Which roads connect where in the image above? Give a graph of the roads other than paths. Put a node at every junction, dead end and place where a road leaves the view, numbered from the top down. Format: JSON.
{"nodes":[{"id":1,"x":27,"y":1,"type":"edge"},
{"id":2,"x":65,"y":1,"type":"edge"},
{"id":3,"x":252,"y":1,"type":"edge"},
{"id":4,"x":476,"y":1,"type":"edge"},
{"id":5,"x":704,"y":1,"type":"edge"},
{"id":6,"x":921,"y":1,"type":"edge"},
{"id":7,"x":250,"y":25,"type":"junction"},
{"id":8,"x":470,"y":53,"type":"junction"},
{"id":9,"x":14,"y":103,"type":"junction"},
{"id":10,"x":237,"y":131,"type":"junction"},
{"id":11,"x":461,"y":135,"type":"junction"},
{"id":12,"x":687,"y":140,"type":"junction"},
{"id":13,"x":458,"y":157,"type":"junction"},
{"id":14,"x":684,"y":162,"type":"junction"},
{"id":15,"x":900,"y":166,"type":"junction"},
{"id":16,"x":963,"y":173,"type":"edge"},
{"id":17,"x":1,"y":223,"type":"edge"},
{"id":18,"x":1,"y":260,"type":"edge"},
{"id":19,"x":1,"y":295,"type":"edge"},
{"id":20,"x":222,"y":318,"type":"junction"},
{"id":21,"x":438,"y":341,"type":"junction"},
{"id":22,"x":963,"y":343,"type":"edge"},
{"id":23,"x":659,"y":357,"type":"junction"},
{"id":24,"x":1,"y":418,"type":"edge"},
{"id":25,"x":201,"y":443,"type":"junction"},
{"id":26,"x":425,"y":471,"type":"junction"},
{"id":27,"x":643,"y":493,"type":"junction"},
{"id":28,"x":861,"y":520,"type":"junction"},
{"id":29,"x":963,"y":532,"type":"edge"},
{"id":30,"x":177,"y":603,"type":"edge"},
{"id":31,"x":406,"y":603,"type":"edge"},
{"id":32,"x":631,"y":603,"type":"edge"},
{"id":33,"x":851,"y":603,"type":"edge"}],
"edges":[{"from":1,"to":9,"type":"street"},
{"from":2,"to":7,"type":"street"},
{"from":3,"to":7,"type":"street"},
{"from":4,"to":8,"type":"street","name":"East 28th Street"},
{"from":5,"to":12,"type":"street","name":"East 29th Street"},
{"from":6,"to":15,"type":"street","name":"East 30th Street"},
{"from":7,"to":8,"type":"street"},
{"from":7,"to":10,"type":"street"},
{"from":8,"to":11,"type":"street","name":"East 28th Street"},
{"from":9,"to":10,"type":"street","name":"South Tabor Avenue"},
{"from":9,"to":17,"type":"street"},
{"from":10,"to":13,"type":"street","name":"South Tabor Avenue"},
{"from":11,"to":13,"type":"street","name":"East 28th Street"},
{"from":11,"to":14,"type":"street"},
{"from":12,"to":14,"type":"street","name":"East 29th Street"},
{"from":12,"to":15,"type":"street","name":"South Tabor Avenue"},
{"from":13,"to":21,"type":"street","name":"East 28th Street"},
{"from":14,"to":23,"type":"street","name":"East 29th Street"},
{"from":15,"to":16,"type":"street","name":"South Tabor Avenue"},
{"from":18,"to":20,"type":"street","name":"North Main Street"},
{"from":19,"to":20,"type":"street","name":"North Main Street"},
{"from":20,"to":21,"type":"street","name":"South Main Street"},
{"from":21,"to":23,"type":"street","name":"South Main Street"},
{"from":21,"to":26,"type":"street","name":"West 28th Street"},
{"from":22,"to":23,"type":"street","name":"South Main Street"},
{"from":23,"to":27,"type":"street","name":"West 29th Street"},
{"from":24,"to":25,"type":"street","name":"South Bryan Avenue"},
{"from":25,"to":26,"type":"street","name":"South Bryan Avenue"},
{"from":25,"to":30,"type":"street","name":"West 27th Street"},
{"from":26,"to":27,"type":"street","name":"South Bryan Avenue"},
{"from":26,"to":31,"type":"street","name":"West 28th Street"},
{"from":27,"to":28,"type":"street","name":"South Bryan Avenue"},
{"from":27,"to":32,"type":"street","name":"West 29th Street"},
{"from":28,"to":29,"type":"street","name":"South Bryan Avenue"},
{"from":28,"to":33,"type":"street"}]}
--
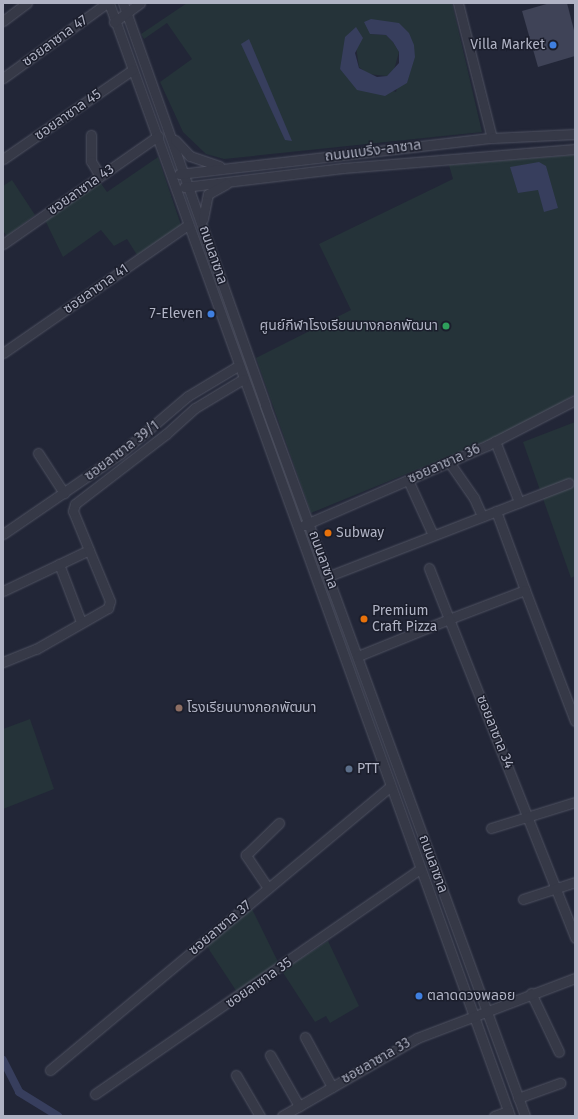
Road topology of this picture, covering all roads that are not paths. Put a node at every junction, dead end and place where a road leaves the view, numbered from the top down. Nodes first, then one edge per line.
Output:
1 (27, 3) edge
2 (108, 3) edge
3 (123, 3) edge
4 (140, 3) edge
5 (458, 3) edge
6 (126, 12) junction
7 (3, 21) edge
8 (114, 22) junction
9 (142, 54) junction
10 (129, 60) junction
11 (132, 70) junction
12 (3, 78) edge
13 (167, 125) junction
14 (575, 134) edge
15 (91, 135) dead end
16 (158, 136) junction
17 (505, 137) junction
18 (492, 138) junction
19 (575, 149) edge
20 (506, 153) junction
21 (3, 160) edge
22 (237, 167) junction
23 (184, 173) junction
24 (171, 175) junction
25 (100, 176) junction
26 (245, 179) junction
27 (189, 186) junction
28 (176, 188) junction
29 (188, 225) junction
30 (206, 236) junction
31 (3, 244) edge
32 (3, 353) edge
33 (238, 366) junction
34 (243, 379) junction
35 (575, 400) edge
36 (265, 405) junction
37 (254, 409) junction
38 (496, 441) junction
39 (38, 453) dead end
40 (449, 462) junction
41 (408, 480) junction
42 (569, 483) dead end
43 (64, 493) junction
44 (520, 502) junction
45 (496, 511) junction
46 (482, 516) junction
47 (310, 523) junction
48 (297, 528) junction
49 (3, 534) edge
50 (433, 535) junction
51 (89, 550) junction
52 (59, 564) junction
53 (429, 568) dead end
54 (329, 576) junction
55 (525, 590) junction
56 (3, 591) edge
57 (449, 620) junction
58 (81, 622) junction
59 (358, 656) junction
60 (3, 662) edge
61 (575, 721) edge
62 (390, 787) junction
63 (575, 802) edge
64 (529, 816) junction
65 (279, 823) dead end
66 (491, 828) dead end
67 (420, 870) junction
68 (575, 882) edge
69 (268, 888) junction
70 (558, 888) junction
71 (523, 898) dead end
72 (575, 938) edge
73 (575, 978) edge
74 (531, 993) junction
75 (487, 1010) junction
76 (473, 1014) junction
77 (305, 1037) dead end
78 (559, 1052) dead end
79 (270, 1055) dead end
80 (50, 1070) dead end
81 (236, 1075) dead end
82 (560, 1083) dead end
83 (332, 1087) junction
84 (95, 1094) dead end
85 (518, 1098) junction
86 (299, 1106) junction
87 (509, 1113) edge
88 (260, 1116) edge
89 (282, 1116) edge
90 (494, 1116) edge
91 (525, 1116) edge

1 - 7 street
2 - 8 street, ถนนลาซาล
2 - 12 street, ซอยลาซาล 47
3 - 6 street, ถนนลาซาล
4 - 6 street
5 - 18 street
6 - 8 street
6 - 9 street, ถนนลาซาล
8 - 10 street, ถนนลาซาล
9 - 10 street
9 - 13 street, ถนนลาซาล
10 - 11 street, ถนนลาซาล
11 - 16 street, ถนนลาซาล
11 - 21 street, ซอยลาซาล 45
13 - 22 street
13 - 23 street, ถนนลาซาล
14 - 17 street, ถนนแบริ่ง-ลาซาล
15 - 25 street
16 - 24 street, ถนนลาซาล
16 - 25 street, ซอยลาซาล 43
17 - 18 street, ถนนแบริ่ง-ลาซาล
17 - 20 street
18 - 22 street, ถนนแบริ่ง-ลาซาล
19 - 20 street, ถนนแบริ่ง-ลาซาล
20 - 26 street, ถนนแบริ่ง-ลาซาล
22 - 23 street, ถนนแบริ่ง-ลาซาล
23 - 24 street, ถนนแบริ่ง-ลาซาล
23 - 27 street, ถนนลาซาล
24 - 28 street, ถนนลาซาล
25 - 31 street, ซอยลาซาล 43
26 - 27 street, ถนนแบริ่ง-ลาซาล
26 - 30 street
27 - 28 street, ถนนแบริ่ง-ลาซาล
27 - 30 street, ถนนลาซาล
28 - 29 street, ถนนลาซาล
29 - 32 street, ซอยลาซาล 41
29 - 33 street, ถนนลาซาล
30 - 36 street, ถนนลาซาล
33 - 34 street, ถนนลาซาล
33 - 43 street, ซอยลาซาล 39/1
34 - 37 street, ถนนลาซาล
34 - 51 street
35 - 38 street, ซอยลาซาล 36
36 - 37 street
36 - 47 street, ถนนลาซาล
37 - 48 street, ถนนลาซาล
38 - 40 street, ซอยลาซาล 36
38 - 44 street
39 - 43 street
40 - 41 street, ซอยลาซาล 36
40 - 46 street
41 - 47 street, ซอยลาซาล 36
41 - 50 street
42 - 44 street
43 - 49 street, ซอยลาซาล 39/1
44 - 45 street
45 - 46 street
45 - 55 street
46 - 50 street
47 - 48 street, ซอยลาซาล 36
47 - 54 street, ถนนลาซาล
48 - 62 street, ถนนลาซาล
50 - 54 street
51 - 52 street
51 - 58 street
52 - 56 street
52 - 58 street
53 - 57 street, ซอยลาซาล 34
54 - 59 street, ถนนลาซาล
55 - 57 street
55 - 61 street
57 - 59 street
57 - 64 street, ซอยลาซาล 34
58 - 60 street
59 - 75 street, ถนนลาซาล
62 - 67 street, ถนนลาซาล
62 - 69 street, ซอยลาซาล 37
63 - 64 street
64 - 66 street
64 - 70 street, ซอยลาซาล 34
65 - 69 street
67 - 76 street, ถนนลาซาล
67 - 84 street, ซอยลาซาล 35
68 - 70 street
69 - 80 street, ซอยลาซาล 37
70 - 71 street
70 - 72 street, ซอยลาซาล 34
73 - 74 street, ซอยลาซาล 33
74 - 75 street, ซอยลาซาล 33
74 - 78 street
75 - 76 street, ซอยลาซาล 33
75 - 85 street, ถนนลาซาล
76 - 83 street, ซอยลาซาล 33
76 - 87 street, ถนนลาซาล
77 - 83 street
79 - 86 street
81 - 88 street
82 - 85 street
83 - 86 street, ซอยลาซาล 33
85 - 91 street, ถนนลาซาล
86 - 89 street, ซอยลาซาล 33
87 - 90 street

### THE PROBLEM
Pull every line with the word "Tabor" from the data.

### EXPECTED ANSWER
{"from":9,"to":10,"type":"street","name":"South Tabor Avenue"},
{"from":10,"to":13,"type":"street","name":"South Tabor Avenue"},
{"from":12,"to":15,"type":"street","name":"South Tabor Avenue"},
{"from":15,"to":16,"type":"street","name":"South Tabor Avenue"},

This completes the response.